Problem to solve: The records below are to be reproduced exactly, and no picture should appear in the copy.

Records provided START

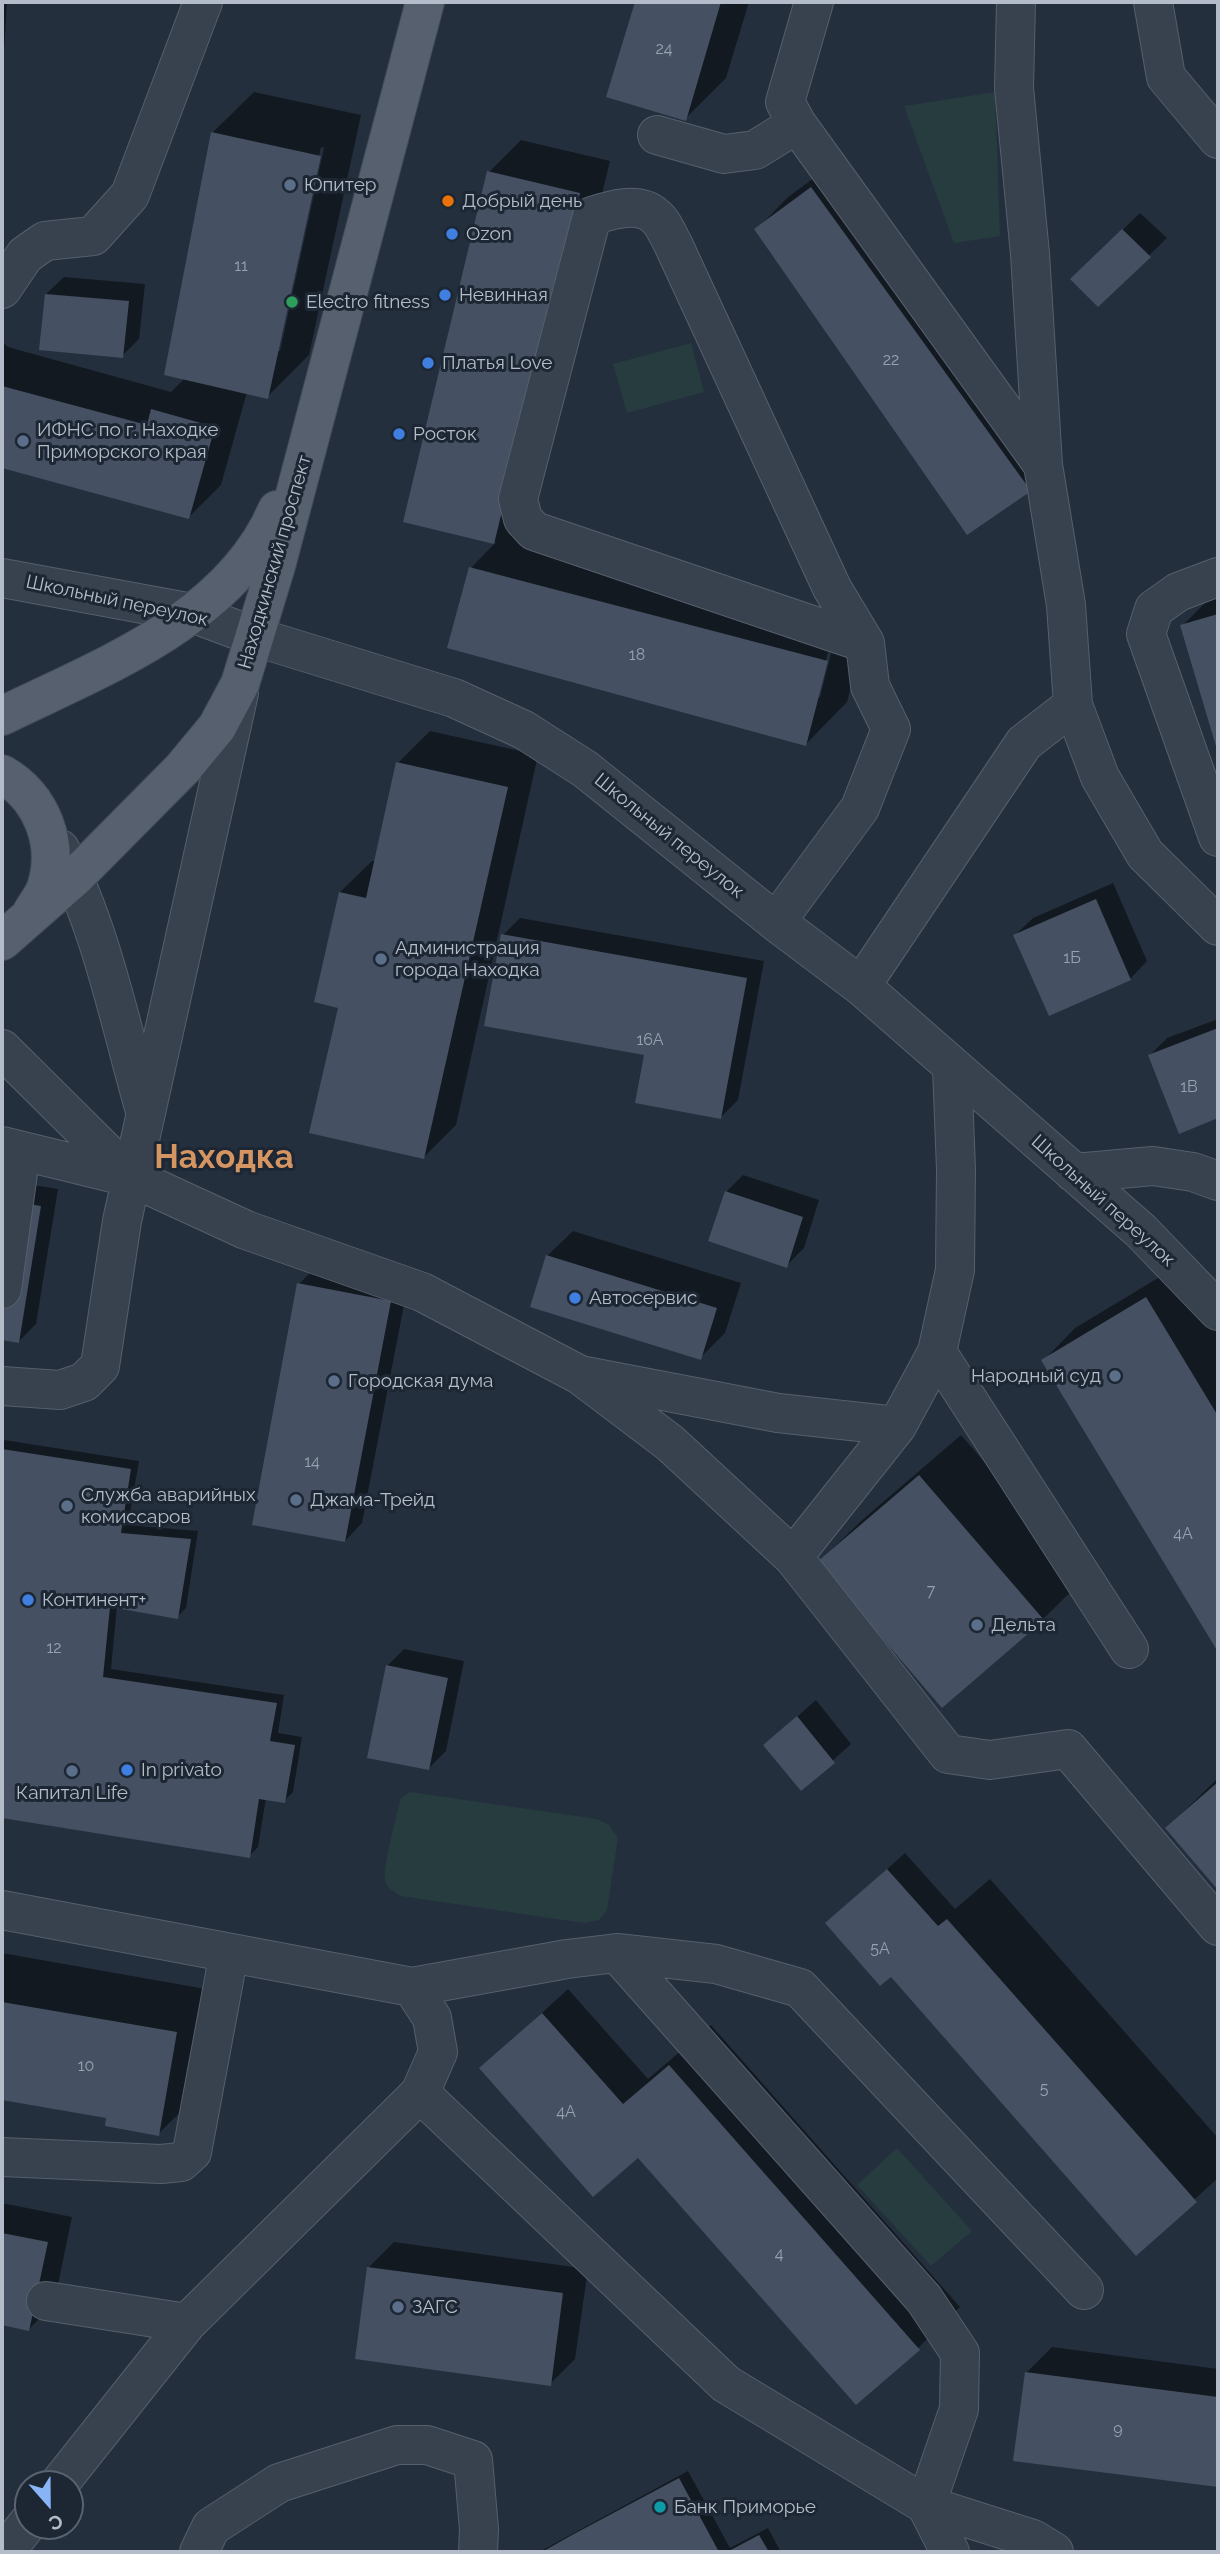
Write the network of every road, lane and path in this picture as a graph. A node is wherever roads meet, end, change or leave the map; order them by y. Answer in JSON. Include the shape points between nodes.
{"nodes":[{"id":1,"x":203,"y":2,"type":"edge"},
{"id":2,"x":425,"y":2,"type":"edge"},
{"id":3,"x":814,"y":2,"type":"edge"},
{"id":4,"x":1016,"y":2,"type":"edge"},
{"id":5,"x":1153,"y":2,"type":"edge"},
{"id":6,"x":797,"y":124,"type":"junction"},
{"id":7,"x":657,"y":135,"type":"dead end"},
{"id":8,"x":1218,"y":139,"type":"edge"},
{"id":9,"x":2,"y":289,"type":"edge"},
{"id":10,"x":314,"y":424,"type":"junction"},
{"id":11,"x":1043,"y":465,"type":"junction"},
{"id":12,"x":1218,"y":577,"type":"edge"},
{"id":13,"x":2,"y":578,"type":"edge"},
{"id":14,"x":192,"y":613,"type":"junction"},
{"id":15,"x":256,"y":637,"type":"junction"},
{"id":16,"x":865,"y":643,"type":"junction"},
{"id":17,"x":240,"y":684,"type":"junction"},
{"id":18,"x":1073,"y":705,"type":"junction"},
{"id":19,"x":2,"y":716,"type":"edge"},
{"id":20,"x":2,"y":758,"type":"edge"},
{"id":21,"x":2,"y":774,"type":"edge"},
{"id":22,"x":36,"y":804,"type":"junction"},
{"id":23,"x":1218,"y":836,"type":"edge"},
{"id":24,"x":75,"y":877,"type":"junction"},
{"id":25,"x":776,"y":922,"type":"junction"},
{"id":26,"x":1218,"y":926,"type":"edge"},
{"id":27,"x":4,"y":938,"type":"edge"},
{"id":28,"x":861,"y":986,"type":"junction"},
{"id":29,"x":2,"y":1049,"type":"edge"},
{"id":30,"x":952,"y":1068,"type":"junction"},
{"id":31,"x":146,"y":1116,"type":"junction"},
{"id":32,"x":11,"y":1148,"type":"edge"},
{"id":33,"x":1074,"y":1173,"type":"junction"},
{"id":34,"x":133,"y":1178,"type":"junction"},
{"id":35,"x":1218,"y":1181,"type":"edge"},
{"id":36,"x":2,"y":1289,"type":"edge"},
{"id":37,"x":1218,"y":1311,"type":"edge"},
{"id":38,"x":937,"y":1352,"type":"junction"},
{"id":39,"x":580,"y":1375,"type":"junction"},
{"id":40,"x":2,"y":1386,"type":"edge"},
{"id":41,"x":897,"y":1426,"type":"junction"},
{"id":42,"x":793,"y":1557,"type":"junction"},
{"id":43,"x":1129,"y":1649,"type":"dead end"},
{"id":44,"x":2,"y":1910,"type":"edge"},
{"id":45,"x":1218,"y":1926,"type":"edge"},
{"id":46,"x":229,"y":1953,"type":"junction"},
{"id":47,"x":617,"y":1953,"type":"junction"},
{"id":48,"x":412,"y":1987,"type":"junction"},
{"id":49,"x":420,"y":2093,"type":"junction"},
{"id":50,"x":2,"y":2157,"type":"edge"},
{"id":51,"x":1084,"y":2290,"type":"dead end"},
{"id":52,"x":46,"y":2301,"type":"dead end"},
{"id":53,"x":187,"y":2323,"type":"junction"},
{"id":54,"x":70,"y":2470,"type":"edge"},
{"id":55,"x":926,"y":2505,"type":"junction"},
{"id":56,"x":199,"y":2552,"type":"edge"},
{"id":57,"x":478,"y":2552,"type":"edge"},
{"id":58,"x":950,"y":2552,"type":"edge"},
{"id":59,"x":1054,"y":2552,"type":"edge"}],
"edges":[{"from":1,"to":9,"type":"street","via":[[130,195],[93,236],[46,241],[35,248]]},
{"from":2,"to":10,"type":"main road","name":"Находкинский проспект"},
{"from":3,"to":6,"type":"street","via":[[785,102]]},
{"from":4,"to":11,"type":"street","via":[[1014,88]]},
{"from":5,"to":8,"type":"street","via":[[1166,77]]},
{"from":6,"to":7,"type":"street","via":[[755,150],[724,154]]},
{"from":6,"to":11,"type":"street"},
{"from":10,"to":14,"type":"main road","name":"Находкинский проспект","via":[[275,515],[242,569]]},
{"from":10,"to":15,"type":"main road","name":"Находкинский проспект"},
{"from":11,"to":18,"type":"street","via":[[1066,605]]},
{"from":12,"to":23,"type":"street","via":[[1178,592],[1154,609],[1146,634]]},
{"from":13,"to":14,"type":"street","name":"Школьный переулок"},
{"from":14,"to":15,"type":"street","name":"Школьный переулок"},
{"from":14,"to":19,"type":"main road","name":"Находкинский проспект","via":[[139,648]]},
{"from":15,"to":17,"type":"main road","name":"Находкинский проспект"},
{"from":15,"to":25,"type":"street","name":"Школьный переулок","via":[[454,698],[524,730],[585,769]]},
{"from":16,"to":16,"type":"street","via":[[534,531],[523,519],[518,499],[592,216],[613,208],[645,210],[656,217],[673,244],[832,588]]},
{"from":16,"to":25,"type":"street","via":[[870,686],[891,729],[860,808]]},
{"from":17,"to":24,"type":"main road","name":"Находкинский проспект","via":[[217,727],[183,768]]},
{"from":17,"to":31,"type":"street"},
{"from":18,"to":26,"type":"street","via":[[1100,776],[1145,854]]},
{"from":18,"to":28,"type":"street","via":[[1024,743]]},
{"from":20,"to":22,"type":"street"},
{"from":21,"to":22,"type":"main road"},
{"from":22,"to":24,"type":"street"},
{"from":22,"to":27,"type":"main road","via":[[48,831],[51,860],[46,889],[31,915]]},
{"from":24,"to":27,"type":"main road","name":"Находкинский проспект"},
{"from":24,"to":31,"type":"street"},
{"from":25,"to":28,"type":"street","name":"Школьный переулок"},
{"from":28,"to":30,"type":"street","name":"Школьный переулок"},
{"from":29,"to":34,"type":"street"},
{"from":30,"to":33,"type":"street","name":"Школьный переулок"},
{"from":30,"to":38,"type":"street","via":[[955,1270]]},
{"from":31,"to":34,"type":"street"},
{"from":32,"to":34,"type":"street"},
{"from":32,"to":36,"type":"street"},
{"from":33,"to":35,"type":"street","via":[[1153,1166]]},
{"from":33,"to":37,"type":"street","name":"Школьный переулок","via":[[1141,1231]]},
{"from":34,"to":39,"type":"street","via":[[246,1230],[422,1292]]},
{"from":34,"to":40,"type":"street","via":[[100,1366],[84,1382],[60,1390]]},
{"from":38,"to":41,"type":"street"},
{"from":38,"to":43,"type":"street"},
{"from":39,"to":41,"type":"street","via":[[778,1413]]},
{"from":39,"to":42,"type":"street","via":[[670,1443]]},
{"from":41,"to":42,"type":"street"},
{"from":42,"to":45,"type":"street","via":[[948,1754],[990,1760],[1068,1749]]},
{"from":44,"to":46,"type":"street"},
{"from":46,"to":48,"type":"street"},
{"from":46,"to":50,"type":"street","via":[[192,2152],[181,2162]]},
{"from":47,"to":48,"type":"street"},
{"from":47,"to":51,"type":"street","via":[[716,1964],[800,1988]]},
{"from":47,"to":55,"type":"street","via":[[924,2299],[960,2353],[959,2409]]},
{"from":48,"to":49,"type":"street","via":[[432,2018],[438,2052]]},
{"from":49,"to":53,"type":"street"},
{"from":49,"to":55,"type":"street","via":[[726,2384]]},
{"from":52,"to":53,"type":"street"},
{"from":53,"to":54,"type":"street"},
{"from":55,"to":58,"type":"street"},
{"from":55,"to":59,"type":"street","via":[[1033,2539]]},
{"from":56,"to":57,"type":"street","via":[[211,2528],[278,2483],[397,2445],[427,2445],[474,2460]]}]}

Records provided END

Task response:
Write the network of every road, lane and path in this picture as a graph. A node is wherever roads meet, end, change or leave the map; order them by y. Answer in JSON. Include the shape points between nodes.
{"nodes":[{"id":1,"x":203,"y":2,"type":"edge"},
{"id":2,"x":425,"y":2,"type":"edge"},
{"id":3,"x":814,"y":2,"type":"edge"},
{"id":4,"x":1016,"y":2,"type":"edge"},
{"id":5,"x":1153,"y":2,"type":"edge"},
{"id":6,"x":797,"y":124,"type":"junction"},
{"id":7,"x":657,"y":135,"type":"dead end"},
{"id":8,"x":1218,"y":139,"type":"edge"},
{"id":9,"x":2,"y":289,"type":"edge"},
{"id":10,"x":314,"y":424,"type":"junction"},
{"id":11,"x":1043,"y":465,"type":"junction"},
{"id":12,"x":1218,"y":577,"type":"edge"},
{"id":13,"x":2,"y":578,"type":"edge"},
{"id":14,"x":192,"y":613,"type":"junction"},
{"id":15,"x":256,"y":637,"type":"junction"},
{"id":16,"x":865,"y":643,"type":"junction"},
{"id":17,"x":240,"y":684,"type":"junction"},
{"id":18,"x":1073,"y":705,"type":"junction"},
{"id":19,"x":2,"y":716,"type":"edge"},
{"id":20,"x":2,"y":758,"type":"edge"},
{"id":21,"x":2,"y":774,"type":"edge"},
{"id":22,"x":36,"y":804,"type":"junction"},
{"id":23,"x":1218,"y":836,"type":"edge"},
{"id":24,"x":75,"y":877,"type":"junction"},
{"id":25,"x":776,"y":922,"type":"junction"},
{"id":26,"x":1218,"y":926,"type":"edge"},
{"id":27,"x":4,"y":938,"type":"edge"},
{"id":28,"x":861,"y":986,"type":"junction"},
{"id":29,"x":2,"y":1049,"type":"edge"},
{"id":30,"x":952,"y":1068,"type":"junction"},
{"id":31,"x":146,"y":1116,"type":"junction"},
{"id":32,"x":11,"y":1148,"type":"edge"},
{"id":33,"x":1074,"y":1173,"type":"junction"},
{"id":34,"x":133,"y":1178,"type":"junction"},
{"id":35,"x":1218,"y":1181,"type":"edge"},
{"id":36,"x":2,"y":1289,"type":"edge"},
{"id":37,"x":1218,"y":1311,"type":"edge"},
{"id":38,"x":937,"y":1352,"type":"junction"},
{"id":39,"x":580,"y":1375,"type":"junction"},
{"id":40,"x":2,"y":1386,"type":"edge"},
{"id":41,"x":897,"y":1426,"type":"junction"},
{"id":42,"x":793,"y":1557,"type":"junction"},
{"id":43,"x":1129,"y":1649,"type":"dead end"},
{"id":44,"x":2,"y":1910,"type":"edge"},
{"id":45,"x":1218,"y":1926,"type":"edge"},
{"id":46,"x":229,"y":1953,"type":"junction"},
{"id":47,"x":617,"y":1953,"type":"junction"},
{"id":48,"x":412,"y":1987,"type":"junction"},
{"id":49,"x":420,"y":2093,"type":"junction"},
{"id":50,"x":2,"y":2157,"type":"edge"},
{"id":51,"x":1084,"y":2290,"type":"dead end"},
{"id":52,"x":46,"y":2301,"type":"dead end"},
{"id":53,"x":187,"y":2323,"type":"junction"},
{"id":54,"x":70,"y":2470,"type":"edge"},
{"id":55,"x":926,"y":2505,"type":"junction"},
{"id":56,"x":199,"y":2552,"type":"edge"},
{"id":57,"x":478,"y":2552,"type":"edge"},
{"id":58,"x":950,"y":2552,"type":"edge"},
{"id":59,"x":1054,"y":2552,"type":"edge"}],
"edges":[{"from":1,"to":9,"type":"street","via":[[130,195],[93,236],[46,241],[35,248]]},
{"from":2,"to":10,"type":"main road","name":"Находкинский проспект"},
{"from":3,"to":6,"type":"street","via":[[785,102]]},
{"from":4,"to":11,"type":"street","via":[[1014,88]]},
{"from":5,"to":8,"type":"street","via":[[1166,77]]},
{"from":6,"to":7,"type":"street","via":[[755,150],[724,154]]},
{"from":6,"to":11,"type":"street"},
{"from":10,"to":14,"type":"main road","name":"Находкинский проспект","via":[[275,515],[242,569]]},
{"from":10,"to":15,"type":"main road","name":"Находкинский проспект"},
{"from":11,"to":18,"type":"street","via":[[1066,605]]},
{"from":12,"to":23,"type":"street","via":[[1178,592],[1154,609],[1146,634]]},
{"from":13,"to":14,"type":"street","name":"Школьный переулок"},
{"from":14,"to":15,"type":"street","name":"Школьный переулок"},
{"from":14,"to":19,"type":"main road","name":"Находкинский проспект","via":[[139,648]]},
{"from":15,"to":17,"type":"main road","name":"Находкинский проспект"},
{"from":15,"to":25,"type":"street","name":"Школьный переулок","via":[[454,698],[524,730],[585,769]]},
{"from":16,"to":16,"type":"street","via":[[534,531],[523,519],[518,499],[592,216],[613,208],[645,210],[656,217],[673,244],[832,588]]},
{"from":16,"to":25,"type":"street","via":[[870,686],[891,729],[860,808]]},
{"from":17,"to":24,"type":"main road","name":"Находкинский проспект","via":[[217,727],[183,768]]},
{"from":17,"to":31,"type":"street"},
{"from":18,"to":26,"type":"street","via":[[1100,776],[1145,854]]},
{"from":18,"to":28,"type":"street","via":[[1024,743]]},
{"from":20,"to":22,"type":"street"},
{"from":21,"to":22,"type":"main road"},
{"from":22,"to":24,"type":"street"},
{"from":22,"to":27,"type":"main road","via":[[48,831],[51,860],[46,889],[31,915]]},
{"from":24,"to":27,"type":"main road","name":"Находкинский проспект"},
{"from":24,"to":31,"type":"street"},
{"from":25,"to":28,"type":"street","name":"Школьный переулок"},
{"from":28,"to":30,"type":"street","name":"Школьный переулок"},
{"from":29,"to":34,"type":"street"},
{"from":30,"to":33,"type":"street","name":"Школьный переулок"},
{"from":30,"to":38,"type":"street","via":[[955,1270]]},
{"from":31,"to":34,"type":"street"},
{"from":32,"to":34,"type":"street"},
{"from":32,"to":36,"type":"street"},
{"from":33,"to":35,"type":"street","via":[[1153,1166]]},
{"from":33,"to":37,"type":"street","name":"Школьный переулок","via":[[1141,1231]]},
{"from":34,"to":39,"type":"street","via":[[246,1230],[422,1292]]},
{"from":34,"to":40,"type":"street","via":[[100,1366],[84,1382],[60,1390]]},
{"from":38,"to":41,"type":"street"},
{"from":38,"to":43,"type":"street"},
{"from":39,"to":41,"type":"street","via":[[778,1413]]},
{"from":39,"to":42,"type":"street","via":[[670,1443]]},
{"from":41,"to":42,"type":"street"},
{"from":42,"to":45,"type":"street","via":[[948,1754],[990,1760],[1068,1749]]},
{"from":44,"to":46,"type":"street"},
{"from":46,"to":48,"type":"street"},
{"from":46,"to":50,"type":"street","via":[[192,2152],[181,2162]]},
{"from":47,"to":48,"type":"street"},
{"from":47,"to":51,"type":"street","via":[[716,1964],[800,1988]]},
{"from":47,"to":55,"type":"street","via":[[924,2299],[960,2353],[959,2409]]},
{"from":48,"to":49,"type":"street","via":[[432,2018],[438,2052]]},
{"from":49,"to":53,"type":"street"},
{"from":49,"to":55,"type":"street","via":[[726,2384]]},
{"from":52,"to":53,"type":"street"},
{"from":53,"to":54,"type":"street"},
{"from":55,"to":58,"type":"street"},
{"from":55,"to":59,"type":"street","via":[[1033,2539]]},
{"from":56,"to":57,"type":"street","via":[[211,2528],[278,2483],[397,2445],[427,2445],[474,2460]]}]}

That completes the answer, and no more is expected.